» Task objective
How many lines below include the string "南海大道北"? State the number alone.

» Collected data
BEGIN
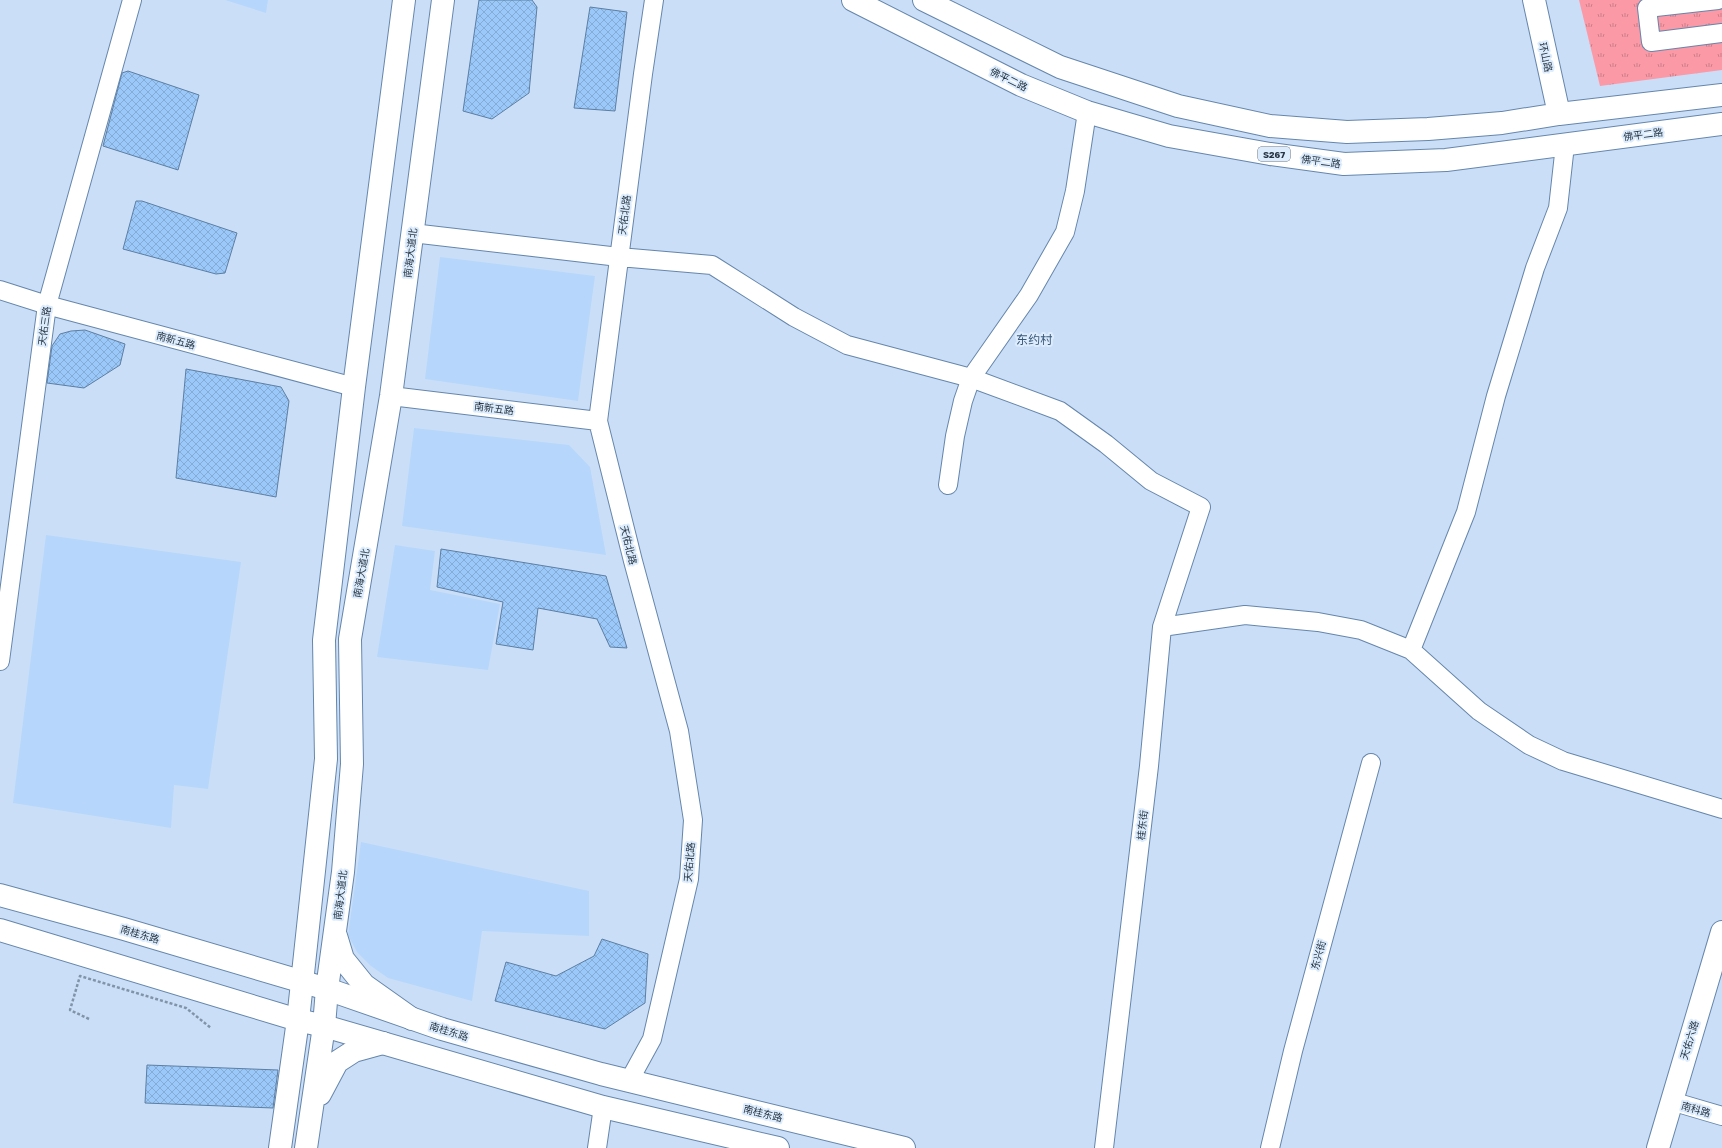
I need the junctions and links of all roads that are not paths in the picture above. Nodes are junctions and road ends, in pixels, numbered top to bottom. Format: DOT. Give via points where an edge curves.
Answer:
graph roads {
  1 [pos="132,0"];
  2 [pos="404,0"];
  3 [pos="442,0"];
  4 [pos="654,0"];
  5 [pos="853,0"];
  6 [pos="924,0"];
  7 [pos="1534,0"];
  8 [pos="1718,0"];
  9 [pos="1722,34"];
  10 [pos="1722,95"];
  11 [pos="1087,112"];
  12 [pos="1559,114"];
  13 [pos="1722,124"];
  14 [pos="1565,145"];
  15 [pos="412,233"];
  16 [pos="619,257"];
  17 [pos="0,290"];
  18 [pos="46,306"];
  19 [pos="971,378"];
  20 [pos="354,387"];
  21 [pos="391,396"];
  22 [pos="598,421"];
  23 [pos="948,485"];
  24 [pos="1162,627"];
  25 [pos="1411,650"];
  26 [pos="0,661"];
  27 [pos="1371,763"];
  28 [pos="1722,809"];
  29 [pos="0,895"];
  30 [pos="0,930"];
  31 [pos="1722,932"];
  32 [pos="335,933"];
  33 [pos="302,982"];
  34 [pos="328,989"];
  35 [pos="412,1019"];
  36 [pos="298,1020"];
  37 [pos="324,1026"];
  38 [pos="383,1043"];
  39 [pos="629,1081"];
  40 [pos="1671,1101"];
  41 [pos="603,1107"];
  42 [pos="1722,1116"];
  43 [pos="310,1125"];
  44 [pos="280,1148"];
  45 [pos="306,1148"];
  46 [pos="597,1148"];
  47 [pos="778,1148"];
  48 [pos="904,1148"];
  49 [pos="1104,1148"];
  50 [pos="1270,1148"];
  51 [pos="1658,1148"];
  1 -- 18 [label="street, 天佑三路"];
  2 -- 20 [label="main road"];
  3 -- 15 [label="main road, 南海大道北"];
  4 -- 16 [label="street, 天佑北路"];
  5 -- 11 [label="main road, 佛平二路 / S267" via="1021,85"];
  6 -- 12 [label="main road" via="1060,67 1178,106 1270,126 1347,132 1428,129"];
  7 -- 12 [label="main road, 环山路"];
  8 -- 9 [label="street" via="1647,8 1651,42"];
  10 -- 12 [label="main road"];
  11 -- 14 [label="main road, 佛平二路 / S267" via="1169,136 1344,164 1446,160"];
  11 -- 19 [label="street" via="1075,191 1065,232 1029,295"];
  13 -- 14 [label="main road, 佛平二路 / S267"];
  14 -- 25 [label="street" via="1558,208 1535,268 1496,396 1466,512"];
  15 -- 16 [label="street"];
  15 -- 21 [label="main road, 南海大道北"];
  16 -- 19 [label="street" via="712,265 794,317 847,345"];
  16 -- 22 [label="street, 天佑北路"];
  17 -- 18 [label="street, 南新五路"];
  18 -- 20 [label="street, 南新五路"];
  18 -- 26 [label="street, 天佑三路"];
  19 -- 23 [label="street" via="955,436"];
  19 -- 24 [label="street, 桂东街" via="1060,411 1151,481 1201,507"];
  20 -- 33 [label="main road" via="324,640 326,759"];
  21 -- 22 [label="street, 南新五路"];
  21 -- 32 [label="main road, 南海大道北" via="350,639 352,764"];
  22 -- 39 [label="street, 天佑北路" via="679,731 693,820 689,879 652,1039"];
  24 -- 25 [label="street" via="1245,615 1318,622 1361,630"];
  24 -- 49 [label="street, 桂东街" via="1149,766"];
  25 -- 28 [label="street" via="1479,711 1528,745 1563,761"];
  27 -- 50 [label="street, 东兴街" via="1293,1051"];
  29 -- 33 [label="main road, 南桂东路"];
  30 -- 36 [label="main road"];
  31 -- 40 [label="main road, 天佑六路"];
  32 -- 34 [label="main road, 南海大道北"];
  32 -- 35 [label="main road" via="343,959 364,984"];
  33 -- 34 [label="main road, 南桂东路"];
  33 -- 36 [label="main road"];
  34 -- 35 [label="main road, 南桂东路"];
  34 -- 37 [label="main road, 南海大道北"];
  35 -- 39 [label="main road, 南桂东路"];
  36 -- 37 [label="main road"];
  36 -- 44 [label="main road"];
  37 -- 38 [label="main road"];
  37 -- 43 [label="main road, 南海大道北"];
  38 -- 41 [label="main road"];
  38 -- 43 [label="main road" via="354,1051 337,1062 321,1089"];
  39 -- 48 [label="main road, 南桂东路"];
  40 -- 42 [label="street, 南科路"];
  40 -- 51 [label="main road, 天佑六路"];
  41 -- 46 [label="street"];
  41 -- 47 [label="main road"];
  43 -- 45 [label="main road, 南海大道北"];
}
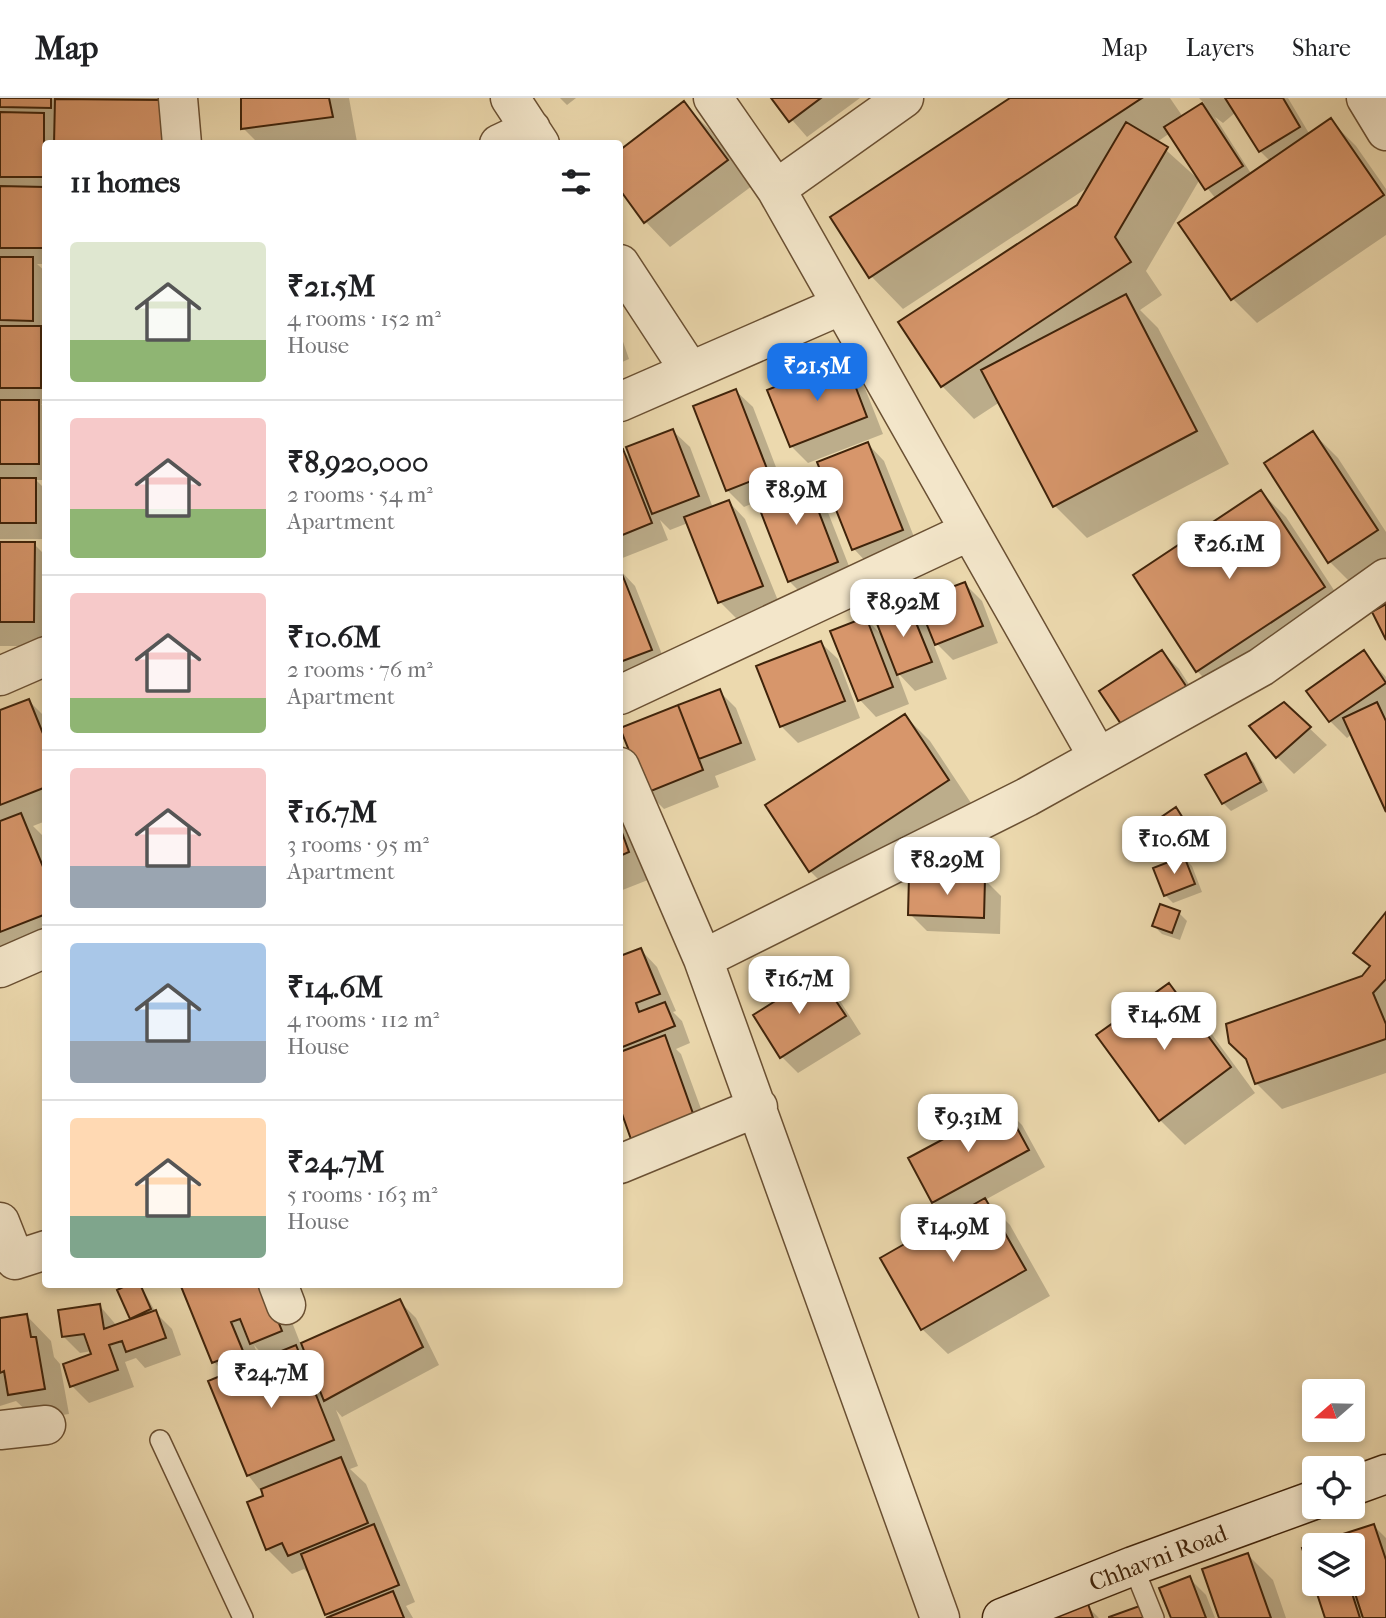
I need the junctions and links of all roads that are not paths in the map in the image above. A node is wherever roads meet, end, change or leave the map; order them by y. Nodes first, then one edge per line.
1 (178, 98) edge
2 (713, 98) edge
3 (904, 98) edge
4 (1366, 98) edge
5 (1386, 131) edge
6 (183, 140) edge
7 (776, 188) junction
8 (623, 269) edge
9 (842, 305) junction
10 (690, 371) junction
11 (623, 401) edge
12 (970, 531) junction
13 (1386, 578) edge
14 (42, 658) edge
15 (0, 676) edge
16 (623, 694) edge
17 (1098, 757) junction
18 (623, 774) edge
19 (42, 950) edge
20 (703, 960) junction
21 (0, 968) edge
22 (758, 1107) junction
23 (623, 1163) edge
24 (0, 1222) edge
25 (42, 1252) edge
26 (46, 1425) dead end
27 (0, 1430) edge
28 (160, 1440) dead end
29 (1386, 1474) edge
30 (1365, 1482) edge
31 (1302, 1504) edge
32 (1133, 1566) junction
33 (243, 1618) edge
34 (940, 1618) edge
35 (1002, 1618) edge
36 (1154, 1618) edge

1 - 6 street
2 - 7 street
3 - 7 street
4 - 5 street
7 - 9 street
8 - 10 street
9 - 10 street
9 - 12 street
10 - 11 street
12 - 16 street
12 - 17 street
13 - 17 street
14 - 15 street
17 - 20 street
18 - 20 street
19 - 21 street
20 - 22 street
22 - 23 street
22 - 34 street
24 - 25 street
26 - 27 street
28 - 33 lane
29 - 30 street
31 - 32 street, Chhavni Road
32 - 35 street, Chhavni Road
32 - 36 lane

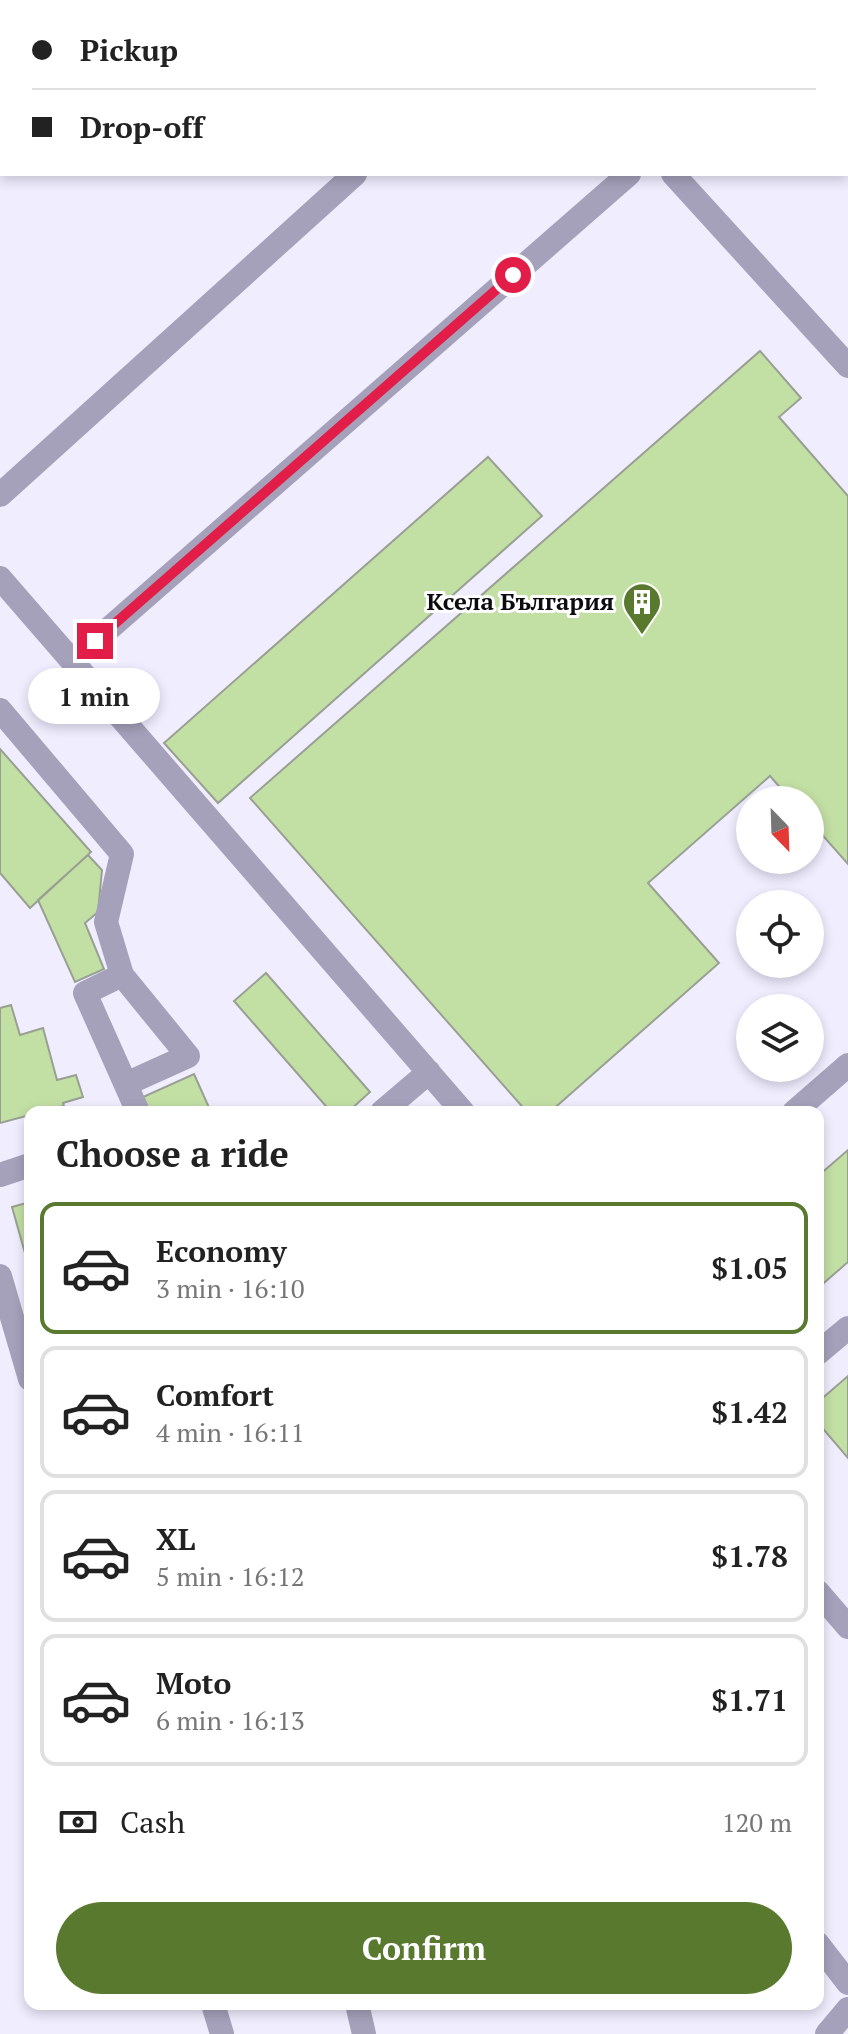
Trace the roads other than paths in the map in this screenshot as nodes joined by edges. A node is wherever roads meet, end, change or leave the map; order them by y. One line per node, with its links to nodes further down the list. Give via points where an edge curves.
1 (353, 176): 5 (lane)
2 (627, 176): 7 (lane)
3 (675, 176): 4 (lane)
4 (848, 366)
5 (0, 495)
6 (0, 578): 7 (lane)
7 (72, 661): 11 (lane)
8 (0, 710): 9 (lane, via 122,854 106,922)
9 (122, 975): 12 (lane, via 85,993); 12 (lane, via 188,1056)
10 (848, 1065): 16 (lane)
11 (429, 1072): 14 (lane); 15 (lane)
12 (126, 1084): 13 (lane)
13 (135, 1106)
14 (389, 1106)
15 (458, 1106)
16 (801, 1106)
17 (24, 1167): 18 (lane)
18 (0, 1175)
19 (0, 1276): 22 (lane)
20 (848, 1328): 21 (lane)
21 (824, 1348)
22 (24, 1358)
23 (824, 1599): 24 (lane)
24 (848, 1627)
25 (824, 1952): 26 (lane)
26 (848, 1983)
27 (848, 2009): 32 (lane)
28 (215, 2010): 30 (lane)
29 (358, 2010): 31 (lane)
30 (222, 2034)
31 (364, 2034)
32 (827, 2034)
END
» Answer space
7